◆ Task statement
Set down, word for word, each line from the top of the data through the line that has "middle mcp: (341, 162)"; omit every picture.

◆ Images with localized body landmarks
════════
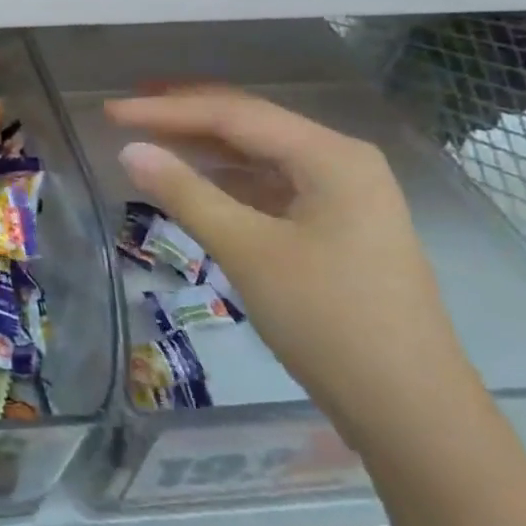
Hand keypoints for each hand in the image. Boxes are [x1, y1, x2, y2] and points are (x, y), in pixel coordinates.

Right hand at [108, 89, 486, 456]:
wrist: (414, 415)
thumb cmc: (330, 322)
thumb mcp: (248, 252)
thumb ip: (185, 194)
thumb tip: (129, 150)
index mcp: (330, 156)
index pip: (233, 114)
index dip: (166, 109)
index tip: (111, 112)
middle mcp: (341, 162)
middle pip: (249, 124)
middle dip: (185, 115)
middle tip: (126, 111)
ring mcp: (344, 195)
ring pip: (259, 155)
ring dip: (204, 146)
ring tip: (150, 139)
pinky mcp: (337, 227)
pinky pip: (270, 185)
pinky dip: (227, 180)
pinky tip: (195, 185)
════════
◆ Solution for this exercise
Hand keypoints for each hand in the image. Boxes are [x1, y1, x2, y2] and points are (x, y), in pixel coordinates.

Right hand at [108, 89, 486, 456]:
wrist: (414, 415)
thumb cmc: (330, 322)
thumb mcp: (248, 252)
thumb ip: (185, 194)
thumb tip: (129, 150)
index mcp: (330, 156)
index pip: (233, 114)
index dip: (166, 109)
index tip: (111, 112)
middle mcp: (341, 162)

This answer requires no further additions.